Task goal:
From the records that follow, copy every line in which "roads" appears.

(Data excerpts)
------------------------------------------------------------

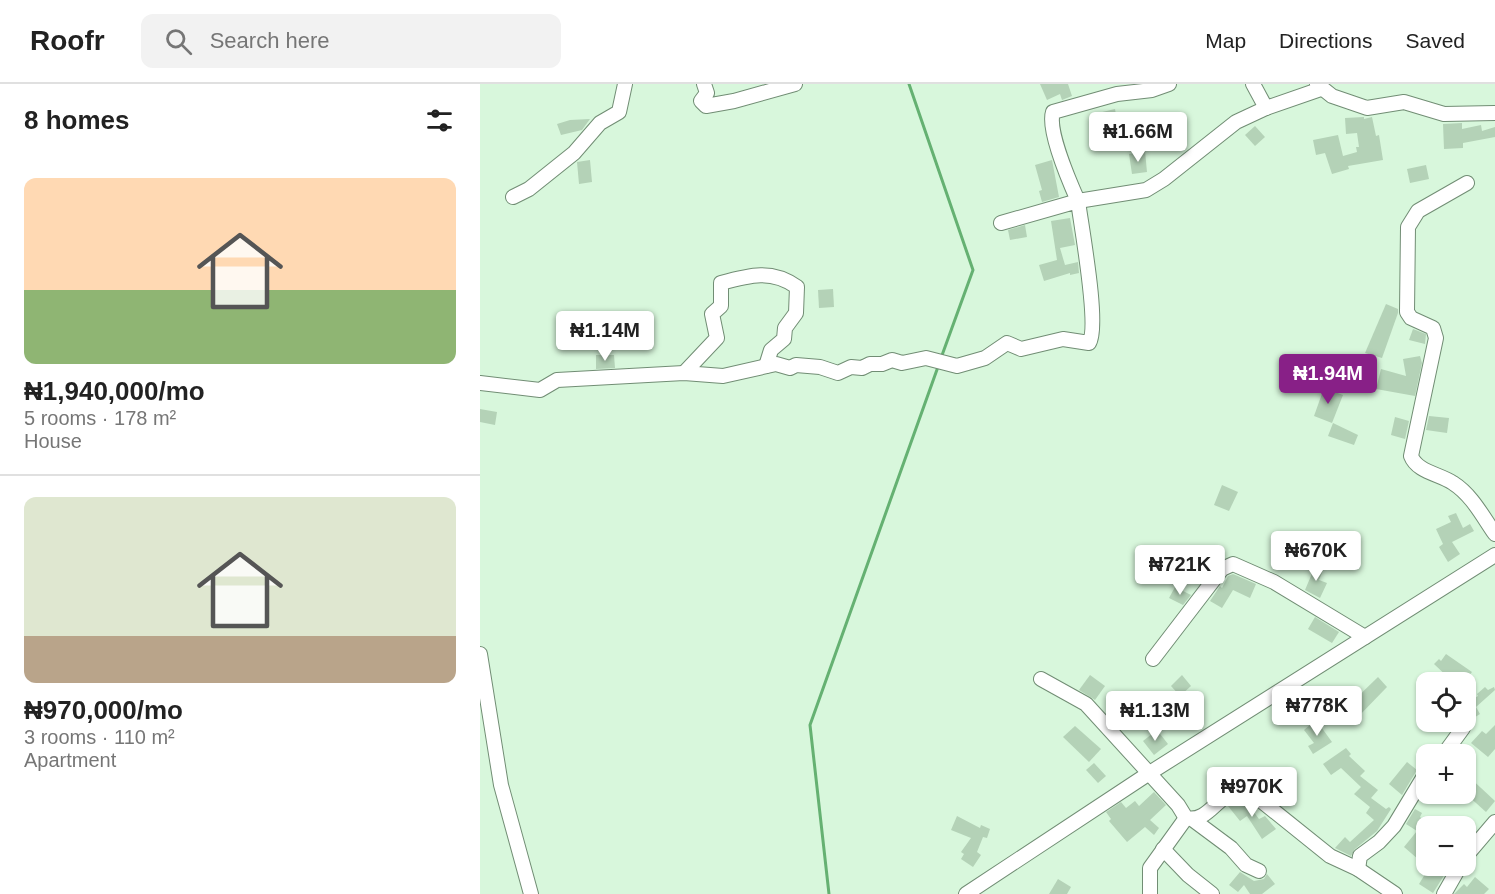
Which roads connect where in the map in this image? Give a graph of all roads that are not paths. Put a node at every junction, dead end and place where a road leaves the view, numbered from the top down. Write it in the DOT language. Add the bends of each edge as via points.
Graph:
graph roads {
  1 [pos="625,84"];
  2 [pos="704,84"];
  3 [pos="795,84"];
  4 [pos="1169,84"];
  5 [pos="1253,84"];
  6 [pos="1319,86"];
  7 [pos="1266,108"];
  8 [pos="1495,113"];
  9 [pos="1467,183"];
  10 [pos="513,197"];
  11 [pos="1078,201"];
  12 [pos="1001,223"];
  13 [pos="766,366"];
  14 [pos="684,373"];
  15 [pos="480,383"];
  16 [pos="1495,534"];
  17 [pos="1495,555"];
  18 [pos="1365,637"];
  19 [pos="480,654"];
  20 [pos="1153,659"];
  21 [pos="1041,679"];
  22 [pos="1148,774"];
  23 [pos="1416,790"];
  24 [pos="1189,818"];
  25 [pos="1495,822"];
  26 [pos="1476,844"];
  27 [pos="1163,849"];
  28 [pos="1358,869"];
  29 [pos="1259,872"];
  30 [pos="1454,876"];
  31 [pos="531,894"];
  32 [pos="966,894"];
  33 [pos="1150,894"];
  34 [pos="1212,894"];
  35 [pos="1395,894"];
  36 [pos="1444,894"];
  1 -- 10 [label="street" via="619,112 600,123 574,153"];
  2 -- 3 [label="street" via="708,93 701,101 706,106"];
  4 -- 11 [label="street" via="1053,112 1055,137"];
  5 -- 7 [label="street"];
  6 -- 7 [label="street"];
  6 -- 8 [label="street" via="1367,108 1404,102 1444,114"];
  7 -- 11 [label="street" via="1236,122 1146,190"];
  9 -- 16 [label="street" via="1418,211 1406,230 1407,312 1433,328 1436,338 1411,456 1415,463 1454,483 1472,500"];
  11 -- 12 [label="street"];
  11 -- 13 [label="street" via="1092,309 1093,337 1089,343 1064,339 1021,349 1006,342 985,358 957,366 916,358 902,363 892,360 851,367 838,373 819,367"];
  13 -- 14 [label="street" via="723,376"];
  13 -- 14 [label="street" via="771,350 784,339 785,328 796,313 798,286 783,277 751,275 721,283 721,306 712,314 717,338"];
  14 -- 15 [label="street" via="557,380 540,390"];
  17 -- 18 [label="street"];
  18 -- 20 [label="street" via="1274,582 1233,564 1222,569"];
  18 -- 22 [label="street"];
  19 -- 31 [label="street" via="501,785"];
  21 -- 22 [label="street" via="1086,704"];
  22 -- 24 [label="street"];
  22 -- 32 [label="street"];
  23 -- 28 [label="street" via="1394,826 1360,856"];
  24 -- 27 [label="street"];
  24 -- 28 [label="street" via="1203,815 1236,790 1249,791 1330,856"];
  24 -- 29 [label="street"];
  25 -- 26 [label="street"];
  27 -- 33 [label="street" via="1150,868"];
  27 -- 34 [label="street"];
  28 -- 35 [label="street"];
  30 -- 36 [label="street"];
}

------------------------------------------------------------

Answer space:
Which roads connect where in the map in this image? Give a graph of all roads that are not paths. Put a node at every junction, dead end and place where a road leaves the view, numbered from the top down. Write it in the DOT language. Add the bends of each edge as via points.
graph roads {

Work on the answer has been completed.